Stored items
- - - - -

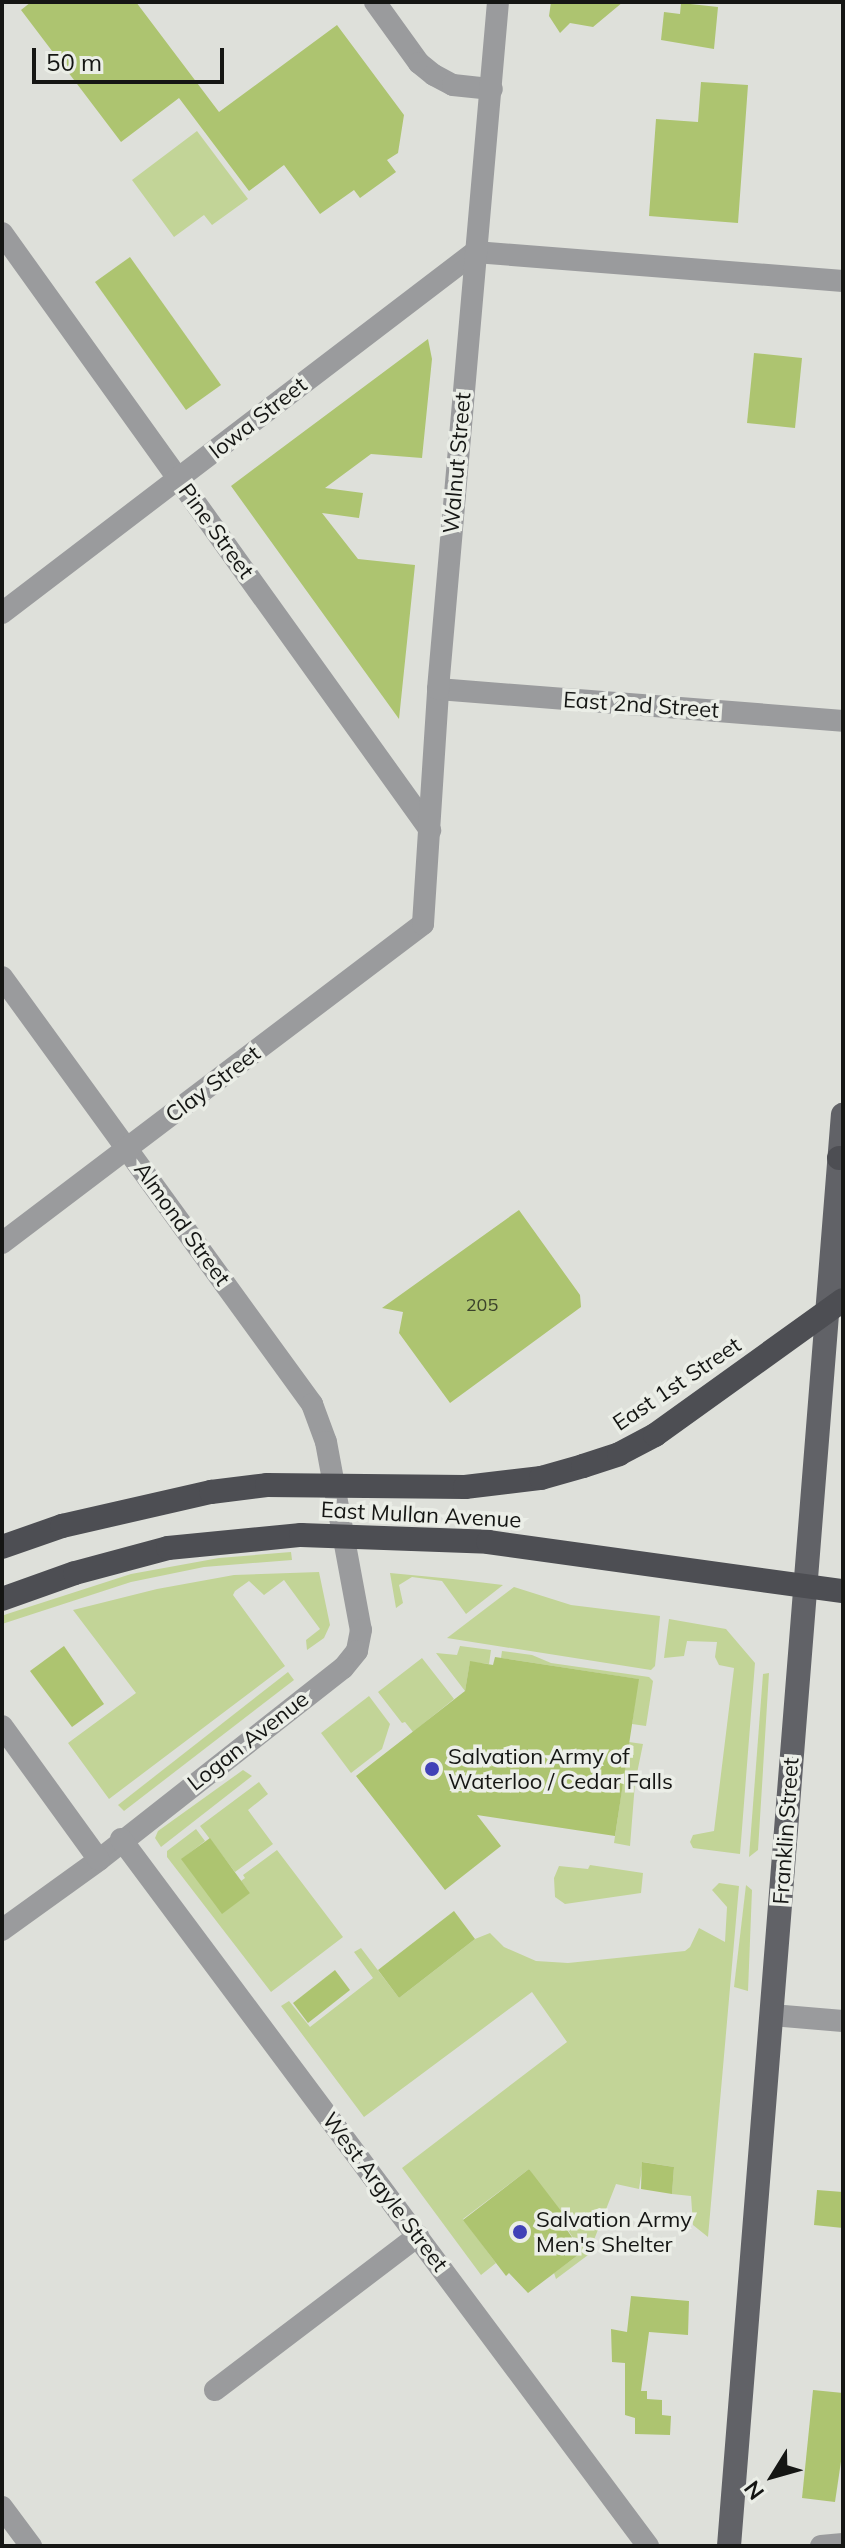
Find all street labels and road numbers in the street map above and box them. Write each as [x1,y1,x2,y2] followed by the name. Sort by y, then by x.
[204,372,312,464] street label: Iowa Street
[438,391,476,535] street label: Walnut Street
[173,478,259,584] street label: Pine Street
[562,686,720,724] street label: East 2nd Street
[160,1040,266,1128] street label: Clay Street
[128,1157,236,1291] street label: Almond Street
[608,1332,746,1436] street label: East 1st Street
[320,1497,522,1533] street label: East Mullan Avenue
[182,1686,314,1796] street label: Logan Avenue
[768,1757,804,1905] street label: Franklin Street
[317,2107,453,2277] street label: West Argyle Street

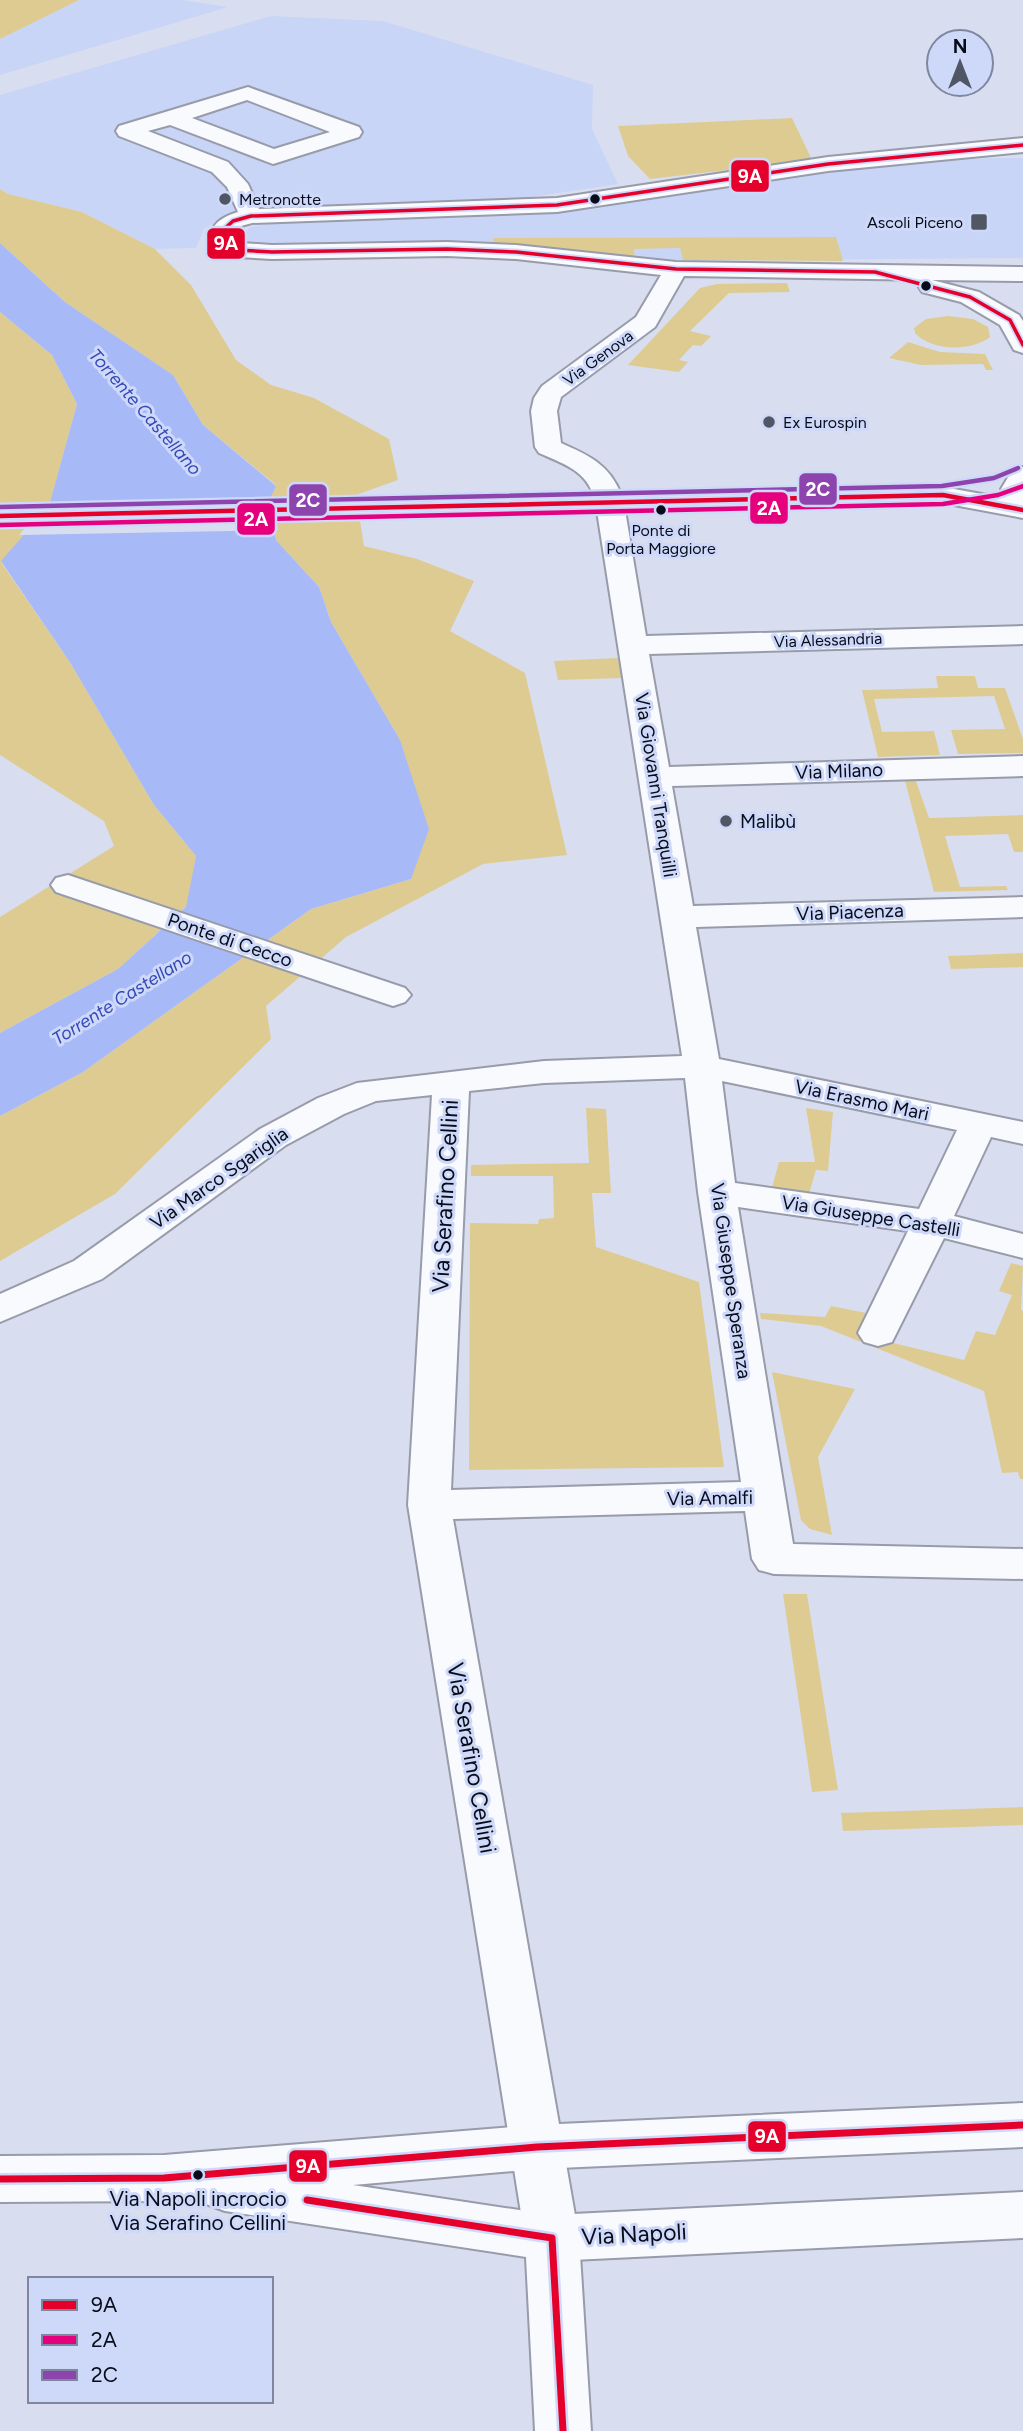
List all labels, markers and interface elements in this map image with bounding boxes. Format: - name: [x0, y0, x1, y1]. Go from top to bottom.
- north arrow: [925, 28, 995, 98]
- text: N: [953, 35, 967, 58]
- line badge: 9A: [730, 159, 770, 193]
- text: 9A: [738, 165, 763, 188]
- place label: Metronotte: [239, 190, 321, 209]
- marker: Metronotte: [217, 191, 233, 207]
- unlabelled marker: [588, 192, 602, 206]
- marker: Ascoli Piceno: [969, 212, 989, 232]
- place label: Ascoli Piceno: [867, 213, 963, 232]
- line badge: 9A: [206, 227, 246, 260]
- text: 9A: [214, 232, 239, 255]
- unlabelled marker: [919, 279, 933, 293]
- street label: Via Genova: [559, 326, 637, 390]
- water label: Torrente Castellano: [84, 344, 206, 480]
- place label: Ex Eurospin: [783, 413, 867, 432]
- marker: Ex Eurospin: [761, 414, 777, 430]
- line badge: 2C: [798, 472, 838, 506]
- text: 2C: [806, 478, 831, 501]
- line badge: 2C: [288, 483, 328, 517]
- text: 2C: [296, 489, 321, 512]
- line badge: 2A: [749, 491, 789, 525]
- text: 2A: [757, 497, 782, 520]
- line badge: 2A: [236, 502, 276, 536]
- marker: Ponte di Porta Maggiore: [654, 503, 668, 517]
- text: 2A: [244, 508, 269, 531]
- place label: Ponte di Porta Maggiore: [606, 521, 716, 558]
- street label: Via Alessandria: [773, 629, 883, 651]
- street label: Via Giovanni Tranquilli: [630, 691, 682, 879]
- street label: Via Milano: [795, 758, 883, 784]
- place label: Malibù: [740, 810, 796, 833]
- marker: Malibù: [718, 813, 734, 829]
- street label: Via Piacenza: [796, 899, 904, 925]
- street label: Ponte di Cecco: [165, 908, 295, 972]
- water label: Torrente Castellano: [48, 946, 196, 1050]
- street label: Via Erasmo Mari: [793, 1075, 931, 1125]
- street label: Via Serafino Cellini: [426, 1099, 464, 1293]
- street label: Via Marco Sgariglia: [146, 1122, 292, 1234]
- street label: Via Giuseppe Speranza: [706, 1182, 756, 1380]
- street label: Via Giuseppe Castelli: [780, 1191, 962, 1241]
- street label: Via Amalfi: [667, 1486, 753, 1510]
- street label: Via Serafino Cellini: [441, 1660, 503, 1856]
- line badge: 9A: [747, 2120, 787, 2153]
- text: 9A: [755, 2125, 780, 2148]
- line badge: 9A: [288, 2149, 328, 2183]
- text: 9A: [296, 2155, 321, 2178]
- marker: Via Napoli incrocio Via Serafino Cellini: [191, 2168, 205, 2182]
- place label: Via Napoli incrocio Via Serafino Cellini: [109, 2186, 287, 2235]
- street label: Via Napoli: [581, 2217, 687, 2251]
- legend: [28, 2277, 273, 2403]
- text: 9A: [91, 2292, 117, 2317]
- text: 2A: [91, 2327, 117, 2352]
- text: 2C: [91, 2362, 118, 2387]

- - - - -

THE PROBLEM - Which lines above include the string "Malibù"? Show them.

THE ANSWER -
- place label: Malibù: [740, 810, 796, 833]
- marker: Malibù: [718, 813, 734, 829]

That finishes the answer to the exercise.